I need help trying to figure out why I can't seem to pass more than 11.9Gb/sec across my switches.
Pic of my setup below.
Basic is that I have a pfsense router with a 40Gb mellanox card in it, connected to an ICX6650.
I then have the ICX6650 connected to two ICX6610's using 40G QSFP+ DAC Cable cables.
And then I have 2 ESXI v7 servers , each is using 10Gb connections to the switches for most vms and management. But each ESXI server also has a 40Gb Mellanox nic that is direct passthrough to an ubuntu 21.04 vm. Those ubuntu VMs don't have any other nic configured - just each having 1 dedicated 40Gb card.
When I test network throughput between these ubuntu VMs, the max speed I get is around 11.9Gbps total.
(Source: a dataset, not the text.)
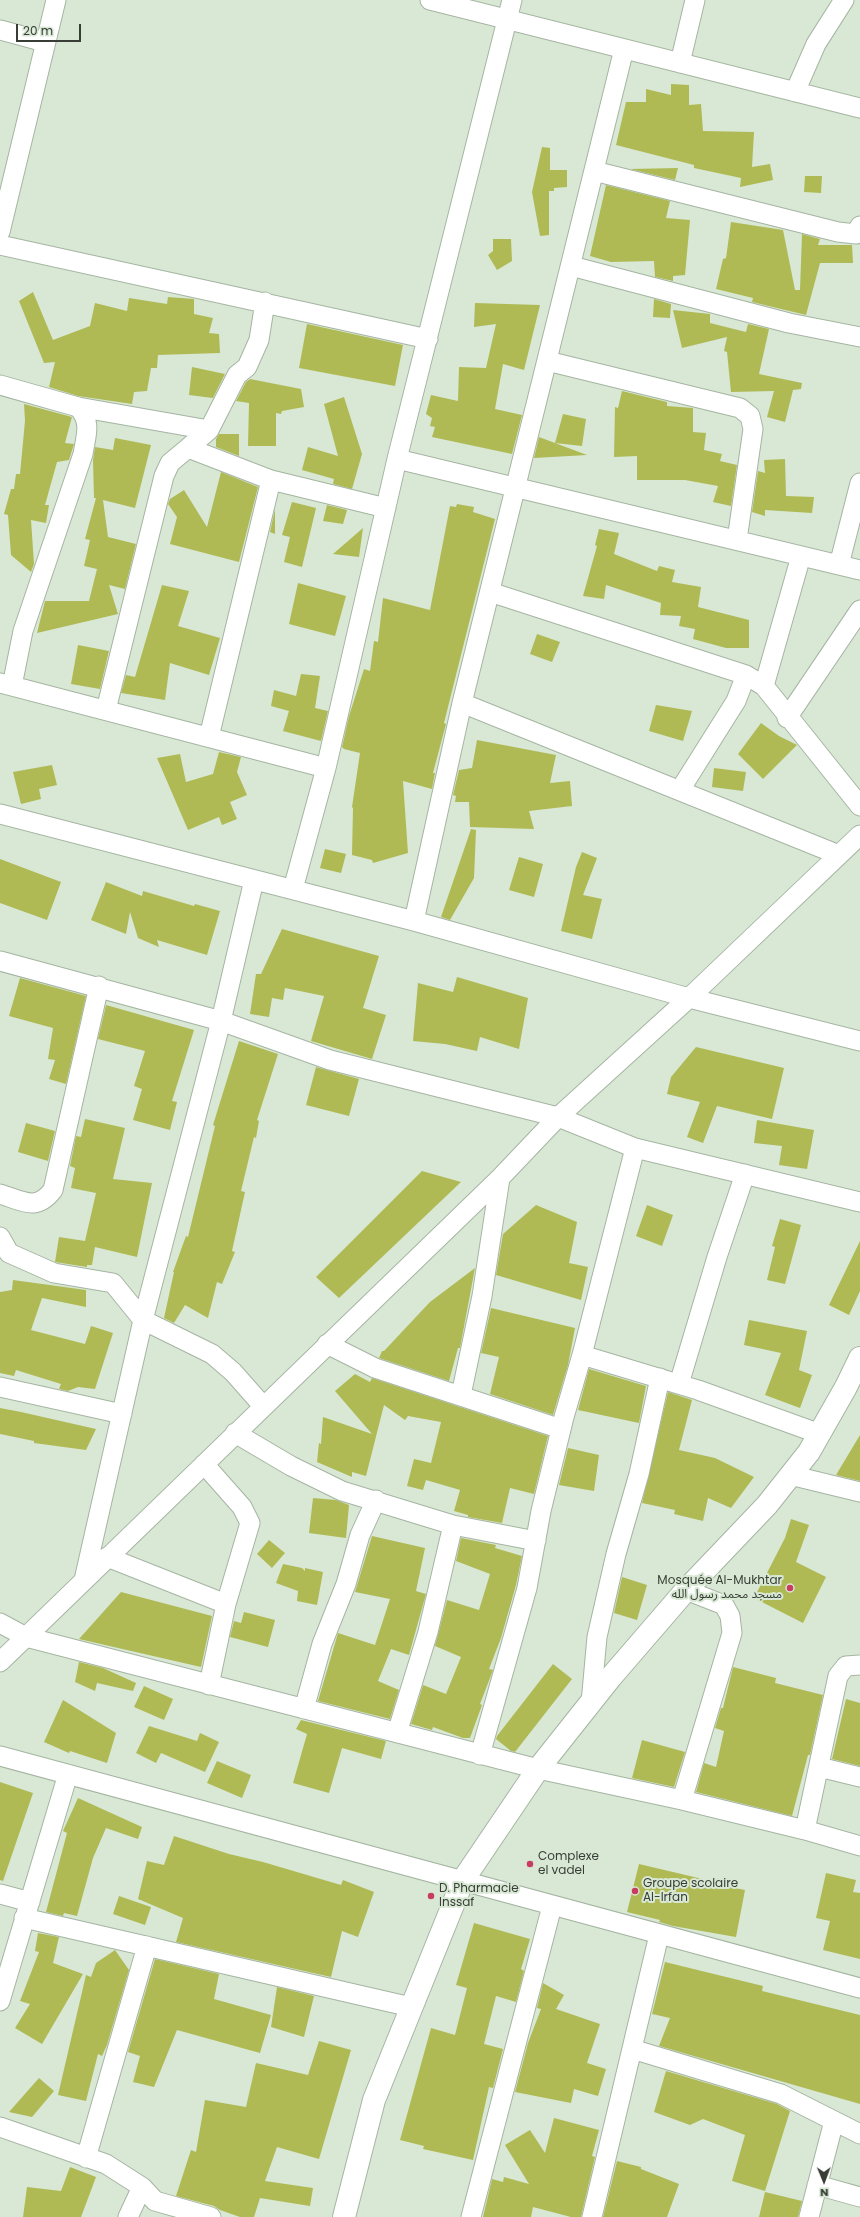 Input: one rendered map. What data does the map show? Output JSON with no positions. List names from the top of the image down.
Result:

I have tried multiple things. Even tried multiple iperf clients/servers just in case they ran out of cpu (iperf 3 is single threaded, and maxes out a single core). But using multiple parrallel iperf3 to get around that, and same result anyway.
As far as I can tell, everything is set up right. Everything on the switches shows 40Gb for the relevant ports. licenses are configured fine. I'm not seeing any bottlenecks anywhere that I can tell. I ran a second test, on one of the ubuntu vm's I removed out the 40Gb from its configuration and took 2 of the 10Gb nics on the ESXI 2, connected to 10Gb ports on the ICX6650 and set them up in dynamic lag lacp with active hash based load balancing. Ran the same test again with multiple iperf instances and got the *exact* same result, max of 11.9Gb/sec total transfer across the switches. I would have expected that to be upwards of 18-19Gbps.
Actually the first test I did was not even pass through. I had SR-IOV enabled but just created a 40Gb port group/vmswitch and had VMXNET3 direct path i/o and taht test yielded the same 11.9Gbps throughput. Then I did the LAG LACP test. Finalyl I assumed it was something in the VM layer and had reconfigured the nics to be pass through (not using SR-IOV) so its not even going through any VM layers at this point and STILL hit the same 11.9Gb/sec throughput. It's driving me nuts!
What am I overlooking that is preventing higher throughput? 40Gb nic to 40Gb switches to 40Gb nic I should be getting something like 30-35Gbps but I am not even close to that. I'm not cpu or memory bottlenecked, nothing I can see in the network path should be bottlenecking it. Should I not be expecting higher throughput across these switches??